▶ [PROBLEM DETAILS] Print every record below exactly, minus the pictures.

▶ [Dataset entries]
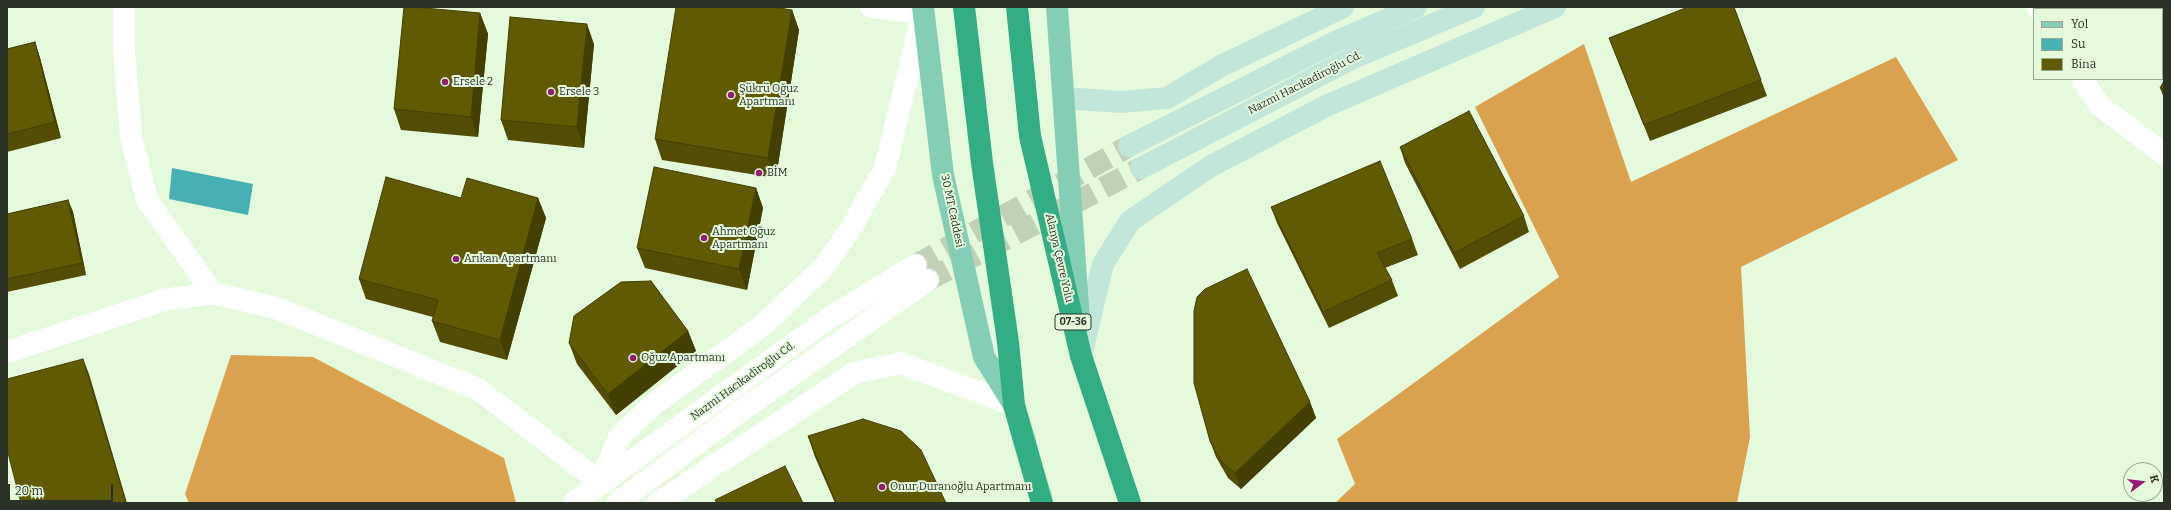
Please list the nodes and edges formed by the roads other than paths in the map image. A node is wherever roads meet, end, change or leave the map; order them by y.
1 (124, 7) edge
2 (871, 7) edge
3 (964, 7) edge
4 (1017, 7) edge
5 (1057, 7) edge
6 (1343, 7) edge
7 (1416, 7) edge
8 (1474, 7) edge
9 (1555, 7) edge
10 (923, 10) edge
11 (2083, 80) edge
12 (1064, 98) junction
13 (1129, 146) tunnel mouth
14 (2164, 154) edge
15 (1141, 168) tunnel mouth
16 (213, 293) junction
17 (7, 352) edge
18 (1082, 356) junction
19 (1014, 405) junction
20 (601, 483) junction
21 (574, 503) edge
22 (617, 503) edge
23 (658, 503) edge
24 (1042, 503) edge
25 (1130, 503) edge

1 - 16 street
2 - 10 street
3 - 19 highway
4 - 18 highway, Alanya Çevre Yolu / 07-36
5 - 12 main road
6 - 12 street
7 - 13 street, Nazmi Hacıkadiroğlu Cd.
8 - 15 street, Nazmi Hacıkadiroğlu Cd.
9 - 18 street
10 - 19 main road, 30 MT Caddesi
10 - 20 street
11 - 14 street
12 - 18 main road
16 - 17 street
16 - 20 street
18 - 25 highway, Alanya Çevre Yolu / 07-36
19 - 23 street
19 - 24 highway
20 - 21 street, Nazmi Hacıkadiroğlu Cd.
20 - 22 street, Nazmi Hacıkadiroğlu Cd.

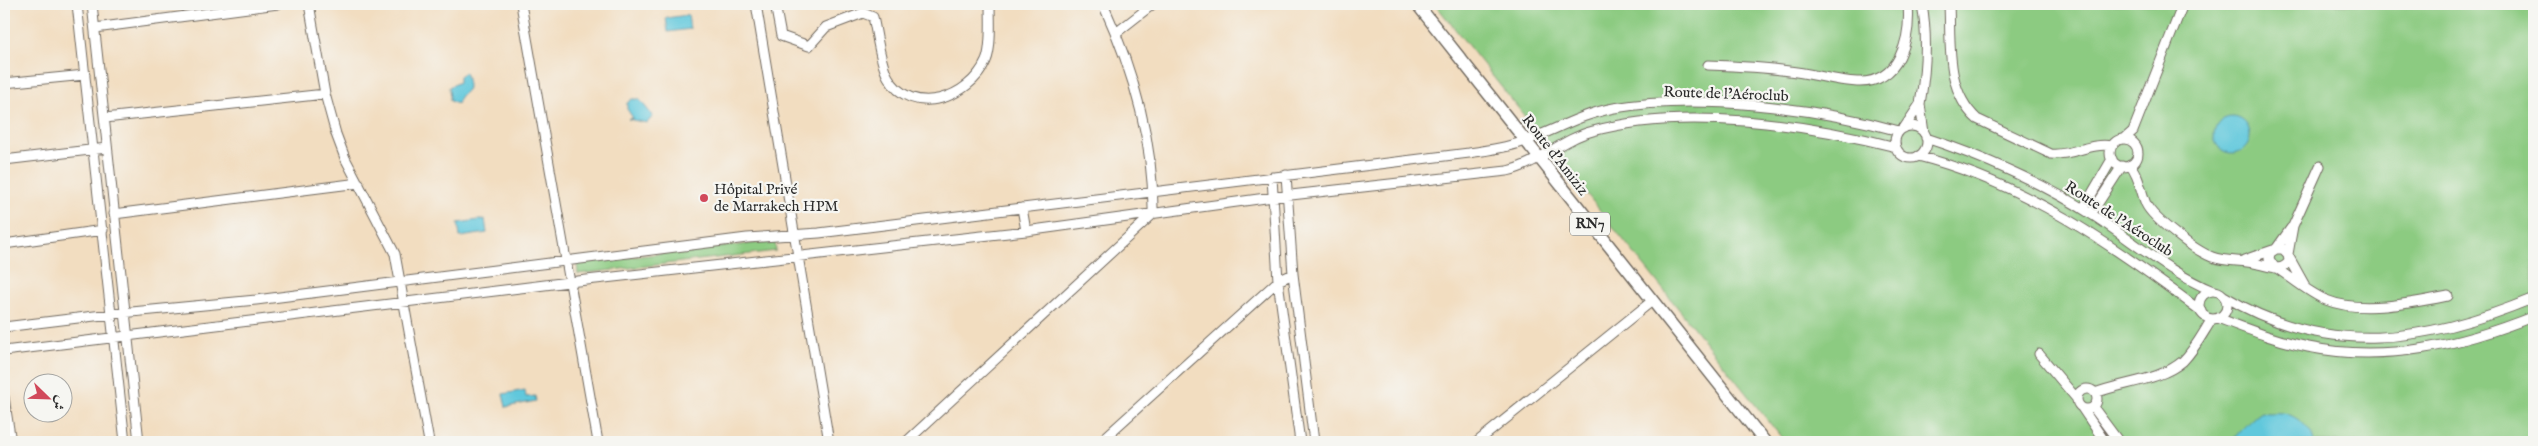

▶ [RESPONSE AREA]
Please list the nodes and edges formed by the roads other than paths in the map image. A node is wherever roads meet, end, change or leave the map; order them by y.
1 (124, 7) edge
2 (871, 7) edge
3 (964, 7) edge
4 (1017, 7) edge
5 (1057, 7) edge
6 (1343, 7) edge
7 (1416, 7) edge
8 (1474, 7) edge
9 (1555, 7) edge
10 (923, 10) edge
11 (2083, 80) edge
12 (1064, 98) junction
13 (1129, 146) tunnel mouth
14 (2164, 154) edge
15 (1141, 168) tunnel mouth
16 (213, 293) junction
17 (7, 352) edge
18 (1082, 356) junction
19 (1014, 405) junction
20 (601, 483) junction
21 (574, 503) edge
22 (617, 503) edge
23 (658, 503) edge
24 (1042, 503) edge
25 (1130, 503) edge

1 - 16 street
2 - 10 street
3 - 19 highway
4 - 18 highway, Alanya Çevre Yolu / 07-36
5 - 12 main road
6 - 12 street
7 - 13 street, Nazmi Hacıkadiroğlu Cd.
8 - 15 street, Nazmi Hacıkadiroğlu Cd.
9 - 18 street
10 - 19 main road, 30 MT Caddesi
10 - 20 street
11 - 14 street
12 - 18 main road
16 - 17 street
16 - 20 street
18 - 25 highway, Alanya Çevre Yolu / 07-36
19 - 23 street
19 - 24 highway
20 - 21 street, Nazmi Hacıkadiroğlu Cd.
20 - 22 street, Nazmi Hacıkadiroğlu Cd.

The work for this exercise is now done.